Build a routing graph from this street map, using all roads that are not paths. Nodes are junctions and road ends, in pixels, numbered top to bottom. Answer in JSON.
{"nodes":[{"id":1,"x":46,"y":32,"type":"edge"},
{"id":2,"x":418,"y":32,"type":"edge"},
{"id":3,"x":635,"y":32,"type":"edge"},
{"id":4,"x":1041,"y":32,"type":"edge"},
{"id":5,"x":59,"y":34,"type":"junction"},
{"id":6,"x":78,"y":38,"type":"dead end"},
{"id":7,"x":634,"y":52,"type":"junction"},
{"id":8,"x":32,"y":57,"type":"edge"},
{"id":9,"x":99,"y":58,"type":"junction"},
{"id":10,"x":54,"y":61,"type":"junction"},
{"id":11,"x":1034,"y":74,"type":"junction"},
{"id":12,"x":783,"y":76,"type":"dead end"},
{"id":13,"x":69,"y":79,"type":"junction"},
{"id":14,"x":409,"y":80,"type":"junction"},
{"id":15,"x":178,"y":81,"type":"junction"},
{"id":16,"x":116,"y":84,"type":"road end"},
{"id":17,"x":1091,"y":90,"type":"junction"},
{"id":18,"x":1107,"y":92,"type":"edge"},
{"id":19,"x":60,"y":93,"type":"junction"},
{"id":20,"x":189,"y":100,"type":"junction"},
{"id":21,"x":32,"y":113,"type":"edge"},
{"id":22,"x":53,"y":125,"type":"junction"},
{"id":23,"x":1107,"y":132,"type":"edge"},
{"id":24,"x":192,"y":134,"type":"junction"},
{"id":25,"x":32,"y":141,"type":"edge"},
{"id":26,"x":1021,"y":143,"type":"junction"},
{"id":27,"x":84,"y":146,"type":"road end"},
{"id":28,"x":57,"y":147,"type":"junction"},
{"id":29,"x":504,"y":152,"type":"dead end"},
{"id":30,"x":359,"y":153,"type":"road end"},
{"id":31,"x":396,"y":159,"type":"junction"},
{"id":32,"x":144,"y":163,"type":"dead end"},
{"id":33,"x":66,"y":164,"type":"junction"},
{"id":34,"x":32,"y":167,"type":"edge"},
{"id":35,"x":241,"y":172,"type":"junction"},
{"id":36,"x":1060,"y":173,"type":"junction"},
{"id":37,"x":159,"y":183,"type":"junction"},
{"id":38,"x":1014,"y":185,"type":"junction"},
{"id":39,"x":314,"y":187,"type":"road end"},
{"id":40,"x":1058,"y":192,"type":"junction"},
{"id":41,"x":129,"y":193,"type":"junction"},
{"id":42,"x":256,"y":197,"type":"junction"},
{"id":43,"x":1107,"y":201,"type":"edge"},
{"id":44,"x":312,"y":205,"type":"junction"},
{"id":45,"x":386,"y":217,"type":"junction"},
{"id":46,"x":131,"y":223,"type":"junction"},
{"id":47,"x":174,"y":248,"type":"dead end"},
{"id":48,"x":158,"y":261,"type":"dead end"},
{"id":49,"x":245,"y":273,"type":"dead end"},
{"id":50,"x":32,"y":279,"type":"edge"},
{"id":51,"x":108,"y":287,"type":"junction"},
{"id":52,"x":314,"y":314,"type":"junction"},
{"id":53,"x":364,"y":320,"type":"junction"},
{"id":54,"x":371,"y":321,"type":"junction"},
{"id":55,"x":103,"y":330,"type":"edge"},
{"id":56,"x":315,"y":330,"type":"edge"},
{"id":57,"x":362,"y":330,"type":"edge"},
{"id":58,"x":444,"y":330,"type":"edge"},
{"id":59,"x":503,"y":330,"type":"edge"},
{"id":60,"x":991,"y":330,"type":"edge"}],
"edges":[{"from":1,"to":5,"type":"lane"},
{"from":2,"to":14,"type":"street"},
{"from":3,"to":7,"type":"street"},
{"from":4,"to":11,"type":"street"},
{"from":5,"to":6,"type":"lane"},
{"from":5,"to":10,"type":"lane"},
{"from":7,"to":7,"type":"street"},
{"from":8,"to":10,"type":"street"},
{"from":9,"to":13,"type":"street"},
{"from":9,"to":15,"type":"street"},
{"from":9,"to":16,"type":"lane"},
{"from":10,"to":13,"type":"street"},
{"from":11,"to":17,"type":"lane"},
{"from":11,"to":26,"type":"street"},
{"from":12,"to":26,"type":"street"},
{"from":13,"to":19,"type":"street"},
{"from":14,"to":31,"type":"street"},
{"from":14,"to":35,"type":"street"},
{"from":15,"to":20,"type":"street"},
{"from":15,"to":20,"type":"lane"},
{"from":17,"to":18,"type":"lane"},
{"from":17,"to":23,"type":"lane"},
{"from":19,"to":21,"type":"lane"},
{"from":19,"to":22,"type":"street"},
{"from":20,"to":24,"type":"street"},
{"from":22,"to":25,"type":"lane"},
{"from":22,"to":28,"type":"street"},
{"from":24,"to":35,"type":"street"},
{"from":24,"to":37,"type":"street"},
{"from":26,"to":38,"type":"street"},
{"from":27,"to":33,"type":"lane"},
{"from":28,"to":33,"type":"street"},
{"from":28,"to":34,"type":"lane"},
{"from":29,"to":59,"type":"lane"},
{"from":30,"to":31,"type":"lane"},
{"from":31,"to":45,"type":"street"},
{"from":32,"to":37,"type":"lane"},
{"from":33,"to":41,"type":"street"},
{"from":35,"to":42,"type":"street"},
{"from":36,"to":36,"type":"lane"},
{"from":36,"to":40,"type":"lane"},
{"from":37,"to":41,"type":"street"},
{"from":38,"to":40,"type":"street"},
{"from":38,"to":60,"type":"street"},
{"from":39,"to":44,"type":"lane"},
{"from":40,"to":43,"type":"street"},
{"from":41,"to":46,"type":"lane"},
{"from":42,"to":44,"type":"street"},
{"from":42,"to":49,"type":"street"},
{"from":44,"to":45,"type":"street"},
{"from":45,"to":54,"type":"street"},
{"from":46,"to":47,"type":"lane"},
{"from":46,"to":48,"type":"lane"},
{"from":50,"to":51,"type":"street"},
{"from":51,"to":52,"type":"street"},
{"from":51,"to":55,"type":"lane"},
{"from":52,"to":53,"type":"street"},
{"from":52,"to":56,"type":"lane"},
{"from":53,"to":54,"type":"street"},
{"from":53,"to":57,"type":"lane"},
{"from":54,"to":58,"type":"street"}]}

------------------------------------------------

PROMPT =>
Copy every line of the data where "dead" is found.

SOLUTION FOR THIS PROBLEM =>
{"id":6,"x":78,"y":38,"type":"dead end"},
{"id":12,"x":783,"y":76,"type":"dead end"},
{"id":29,"x":504,"y":152,"type":"dead end"},
{"id":32,"x":144,"y":163,"type":"dead end"},
{"id":47,"x":174,"y":248,"type":"dead end"},
{"id":48,"x":158,"y":261,"type":"dead end"},
{"id":49,"x":245,"y":273,"type":"dead end"},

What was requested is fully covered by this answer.